Avg: 2 from 6 votes
|Type:||Trad, 200 ft (61 m), 2 pitches|
|FA:||Brian Smoot and Glen Henshaw, 1994|
|Page Views:||517 total · 5/month|
|Shared By:||johnny utah on May 12, 2012|
|Admins:||Andrew Gram, Nathan Fisher, Perin Blanchard, GRK, DCrane|
P1: Face climb past two bolts (crux 5.10c) to a broken horizontal ledge, watch for loose rock. Step left and pull an overhang past a pin to a bolt (5.8+). To minimize rope drag on the second pitch it is probably a good idea to set a belay anchor here.
P2: Climb a stellar finger crack above the belay (5.9+) then trend right past a couple bolts, WATCH FOR LOOSE ROCK. From the last bolt continue straight up leaving a left facing corner to the right and past a pin to a final small headwall.

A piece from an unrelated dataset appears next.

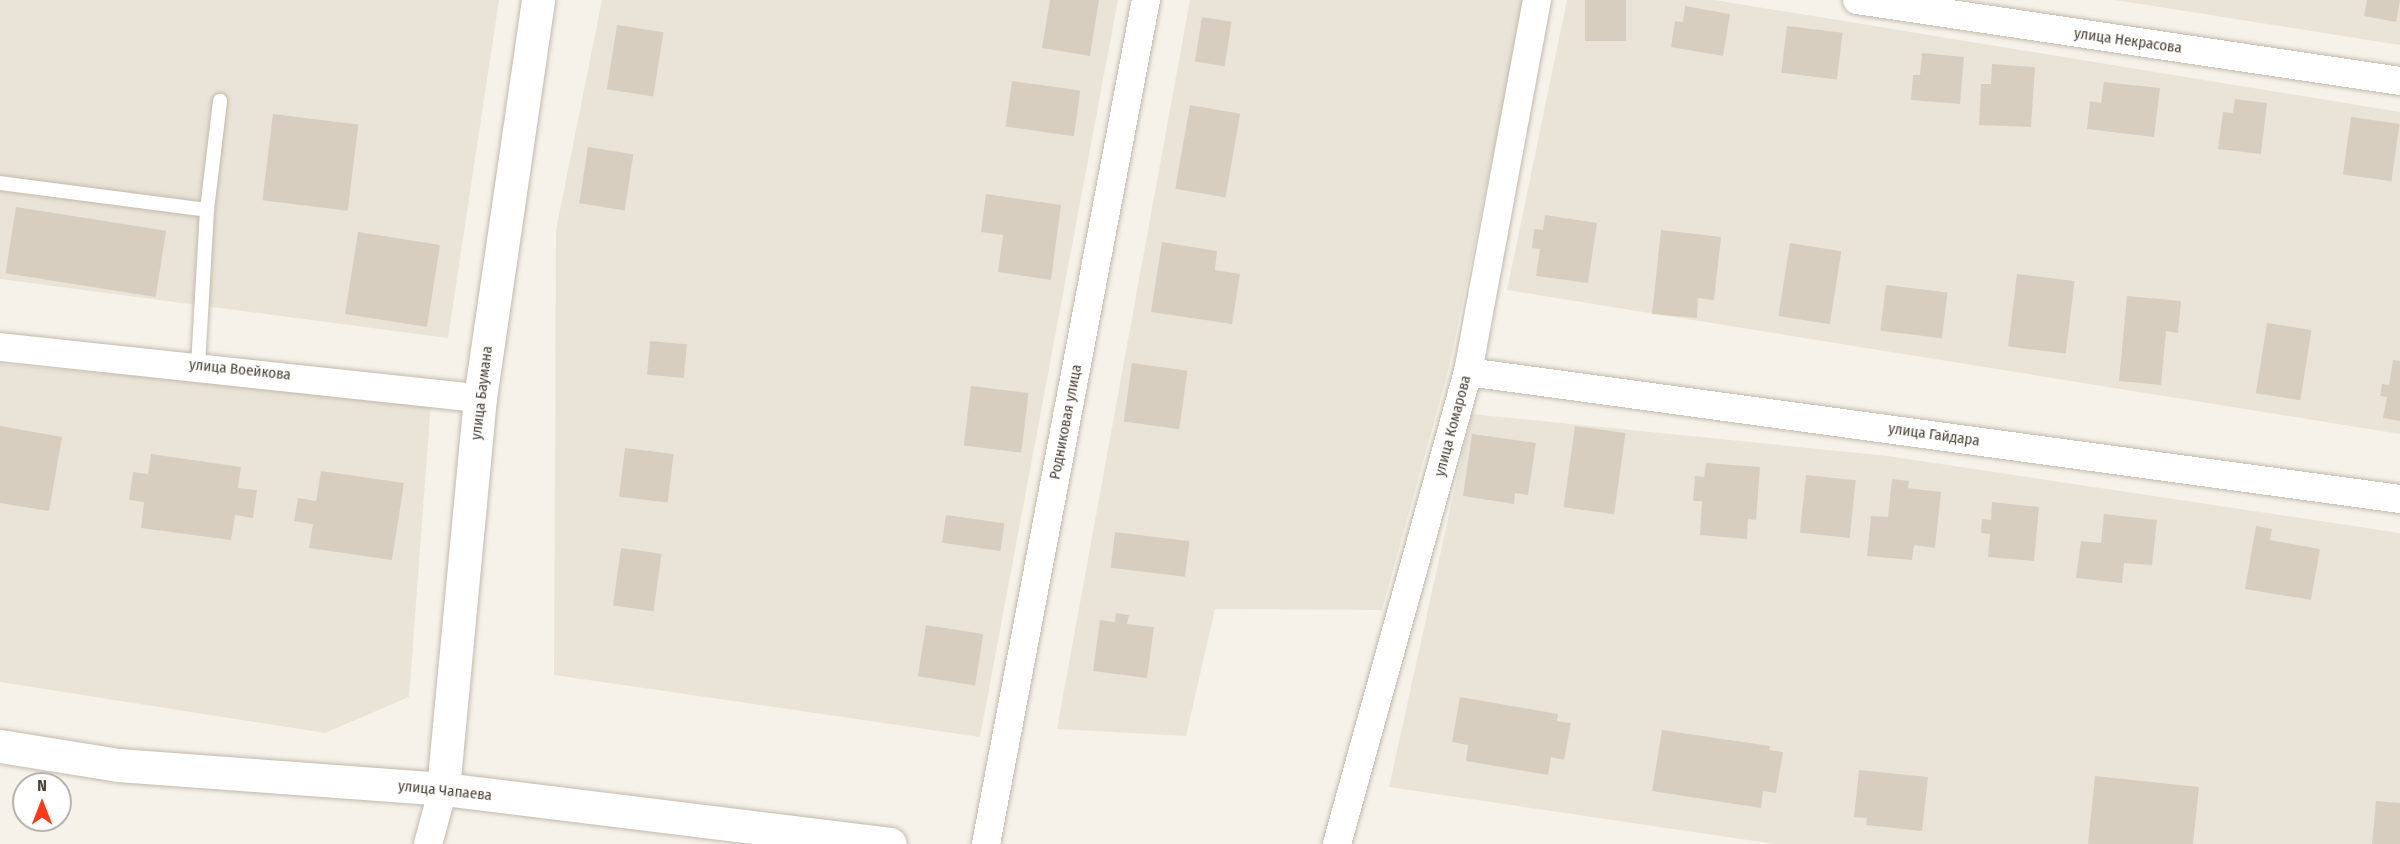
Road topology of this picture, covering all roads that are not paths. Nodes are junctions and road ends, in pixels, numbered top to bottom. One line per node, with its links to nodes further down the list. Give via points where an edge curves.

Climb past a final bolt to the top of the headwall and small summit (5.9) This lies ABOVE and behind the Diving Board (rock at the top of High Dive). Chain anchors at the top.
On descent it may be possible to do a double rope rap off the top to the base of the climb but it is probably best to rap over to the top of High Dive (40ft) and use the rap route there to minimize the chance of getting a rope stuck or causing rockfall onto yourself when the rope is pulled. From the top of High Dive two 80ft raps bring you to the base of Glass Ocean.